■ EXERCISE INPUT:
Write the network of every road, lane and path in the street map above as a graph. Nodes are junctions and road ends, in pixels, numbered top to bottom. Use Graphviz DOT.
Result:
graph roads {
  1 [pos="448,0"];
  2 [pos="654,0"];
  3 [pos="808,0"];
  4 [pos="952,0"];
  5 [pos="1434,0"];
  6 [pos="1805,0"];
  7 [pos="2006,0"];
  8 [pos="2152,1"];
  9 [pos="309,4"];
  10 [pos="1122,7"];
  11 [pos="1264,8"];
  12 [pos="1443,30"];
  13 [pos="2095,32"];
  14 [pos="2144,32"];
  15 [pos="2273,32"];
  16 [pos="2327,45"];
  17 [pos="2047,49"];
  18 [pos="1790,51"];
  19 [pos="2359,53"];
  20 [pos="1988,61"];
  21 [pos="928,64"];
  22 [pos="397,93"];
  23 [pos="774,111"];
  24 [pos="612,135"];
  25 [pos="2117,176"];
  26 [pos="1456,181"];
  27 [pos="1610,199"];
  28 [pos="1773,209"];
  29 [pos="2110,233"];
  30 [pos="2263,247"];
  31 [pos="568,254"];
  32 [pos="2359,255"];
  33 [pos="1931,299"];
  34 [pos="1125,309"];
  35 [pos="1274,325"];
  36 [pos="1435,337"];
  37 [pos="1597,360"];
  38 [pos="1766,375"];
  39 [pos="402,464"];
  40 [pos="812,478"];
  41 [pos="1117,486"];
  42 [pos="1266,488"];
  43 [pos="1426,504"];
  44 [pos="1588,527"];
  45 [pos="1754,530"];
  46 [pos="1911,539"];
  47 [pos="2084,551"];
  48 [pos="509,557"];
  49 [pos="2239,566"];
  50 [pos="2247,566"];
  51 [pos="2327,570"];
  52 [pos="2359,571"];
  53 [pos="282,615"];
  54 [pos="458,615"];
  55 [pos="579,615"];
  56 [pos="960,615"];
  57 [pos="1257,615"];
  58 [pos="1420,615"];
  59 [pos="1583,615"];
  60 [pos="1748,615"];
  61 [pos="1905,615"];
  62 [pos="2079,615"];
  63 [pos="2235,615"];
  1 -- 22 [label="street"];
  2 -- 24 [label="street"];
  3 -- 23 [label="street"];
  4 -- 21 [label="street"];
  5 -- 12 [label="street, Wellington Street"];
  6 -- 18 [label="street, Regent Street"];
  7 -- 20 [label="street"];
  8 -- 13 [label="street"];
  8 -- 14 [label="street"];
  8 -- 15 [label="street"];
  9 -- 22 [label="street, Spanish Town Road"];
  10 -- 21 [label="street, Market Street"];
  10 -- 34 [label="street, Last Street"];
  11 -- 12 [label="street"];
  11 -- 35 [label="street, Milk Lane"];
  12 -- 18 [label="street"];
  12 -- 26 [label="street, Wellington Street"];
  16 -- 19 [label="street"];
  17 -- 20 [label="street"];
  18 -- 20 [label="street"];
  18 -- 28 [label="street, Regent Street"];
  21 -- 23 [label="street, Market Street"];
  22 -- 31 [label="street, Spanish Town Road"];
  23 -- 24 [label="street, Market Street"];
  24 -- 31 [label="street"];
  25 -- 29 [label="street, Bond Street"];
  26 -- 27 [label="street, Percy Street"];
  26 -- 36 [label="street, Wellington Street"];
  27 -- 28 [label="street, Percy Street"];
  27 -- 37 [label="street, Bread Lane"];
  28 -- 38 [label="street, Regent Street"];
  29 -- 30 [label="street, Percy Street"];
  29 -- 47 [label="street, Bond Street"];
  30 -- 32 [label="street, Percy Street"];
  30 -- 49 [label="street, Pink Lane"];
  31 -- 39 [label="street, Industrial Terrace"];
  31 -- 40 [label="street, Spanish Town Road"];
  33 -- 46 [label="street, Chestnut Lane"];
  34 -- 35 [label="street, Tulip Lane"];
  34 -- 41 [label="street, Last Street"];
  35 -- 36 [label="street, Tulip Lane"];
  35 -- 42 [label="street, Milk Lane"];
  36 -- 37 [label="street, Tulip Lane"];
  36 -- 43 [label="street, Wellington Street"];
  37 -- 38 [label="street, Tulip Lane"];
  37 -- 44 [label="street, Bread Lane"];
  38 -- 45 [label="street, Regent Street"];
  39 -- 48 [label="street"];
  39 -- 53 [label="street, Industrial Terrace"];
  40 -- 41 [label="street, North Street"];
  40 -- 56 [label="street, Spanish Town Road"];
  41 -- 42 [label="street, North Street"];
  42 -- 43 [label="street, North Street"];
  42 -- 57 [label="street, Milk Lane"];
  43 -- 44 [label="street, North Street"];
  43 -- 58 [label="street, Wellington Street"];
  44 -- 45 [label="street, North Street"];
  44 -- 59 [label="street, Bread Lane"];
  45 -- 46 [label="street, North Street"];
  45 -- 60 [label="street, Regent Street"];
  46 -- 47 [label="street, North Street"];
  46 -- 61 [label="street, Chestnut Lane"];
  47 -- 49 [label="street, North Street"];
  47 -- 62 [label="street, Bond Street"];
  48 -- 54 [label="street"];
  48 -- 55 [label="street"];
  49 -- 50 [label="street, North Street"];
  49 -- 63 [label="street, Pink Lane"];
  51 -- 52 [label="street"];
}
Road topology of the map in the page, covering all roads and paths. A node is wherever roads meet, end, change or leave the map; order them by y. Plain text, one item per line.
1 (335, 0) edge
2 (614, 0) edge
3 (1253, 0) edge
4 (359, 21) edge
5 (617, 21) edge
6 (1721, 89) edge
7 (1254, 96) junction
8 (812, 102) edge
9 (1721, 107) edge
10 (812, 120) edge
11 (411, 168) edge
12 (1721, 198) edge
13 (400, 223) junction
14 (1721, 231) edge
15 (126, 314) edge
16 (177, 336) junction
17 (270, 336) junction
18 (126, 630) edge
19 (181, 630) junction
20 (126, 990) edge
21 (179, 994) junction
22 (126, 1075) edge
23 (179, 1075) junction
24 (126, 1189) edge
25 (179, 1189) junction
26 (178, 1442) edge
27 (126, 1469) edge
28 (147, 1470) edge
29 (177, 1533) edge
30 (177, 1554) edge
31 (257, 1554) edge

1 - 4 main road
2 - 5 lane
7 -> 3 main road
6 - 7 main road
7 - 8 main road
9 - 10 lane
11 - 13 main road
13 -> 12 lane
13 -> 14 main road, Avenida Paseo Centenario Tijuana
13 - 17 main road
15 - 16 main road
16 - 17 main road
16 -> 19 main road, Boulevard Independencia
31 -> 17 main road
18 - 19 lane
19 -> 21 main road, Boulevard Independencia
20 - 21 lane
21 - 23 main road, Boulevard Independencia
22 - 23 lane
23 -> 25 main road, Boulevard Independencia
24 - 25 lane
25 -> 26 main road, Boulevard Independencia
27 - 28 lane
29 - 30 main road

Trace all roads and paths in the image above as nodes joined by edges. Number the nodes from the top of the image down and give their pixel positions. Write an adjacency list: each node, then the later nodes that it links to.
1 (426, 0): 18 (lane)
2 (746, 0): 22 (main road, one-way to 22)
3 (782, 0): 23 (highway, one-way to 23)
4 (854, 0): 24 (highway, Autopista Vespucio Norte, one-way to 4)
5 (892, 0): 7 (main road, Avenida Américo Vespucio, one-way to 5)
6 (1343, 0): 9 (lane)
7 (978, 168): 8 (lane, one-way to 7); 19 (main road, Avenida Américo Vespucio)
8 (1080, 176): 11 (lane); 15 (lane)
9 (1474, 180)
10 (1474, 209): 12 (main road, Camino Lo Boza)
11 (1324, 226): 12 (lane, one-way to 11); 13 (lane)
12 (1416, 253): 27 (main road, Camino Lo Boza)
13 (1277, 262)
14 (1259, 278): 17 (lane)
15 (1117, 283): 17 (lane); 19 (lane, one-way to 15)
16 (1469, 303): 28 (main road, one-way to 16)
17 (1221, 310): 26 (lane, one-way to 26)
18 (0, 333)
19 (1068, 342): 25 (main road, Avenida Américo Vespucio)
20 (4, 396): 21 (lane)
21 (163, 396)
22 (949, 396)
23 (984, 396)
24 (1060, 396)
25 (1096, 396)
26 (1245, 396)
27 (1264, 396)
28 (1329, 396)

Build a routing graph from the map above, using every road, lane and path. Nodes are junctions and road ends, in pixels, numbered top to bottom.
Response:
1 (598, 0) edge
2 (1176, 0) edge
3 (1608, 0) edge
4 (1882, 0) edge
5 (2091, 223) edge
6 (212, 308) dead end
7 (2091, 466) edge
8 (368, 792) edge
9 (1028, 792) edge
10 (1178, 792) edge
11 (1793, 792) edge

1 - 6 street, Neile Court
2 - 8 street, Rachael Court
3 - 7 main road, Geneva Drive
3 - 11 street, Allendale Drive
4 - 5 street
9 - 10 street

■ EXERCISE DESCRIPTION: Nothing beyond a number is expected: count the lines of the material that hold the string "every".

■ OUTPUT FOR THIS TASK: 2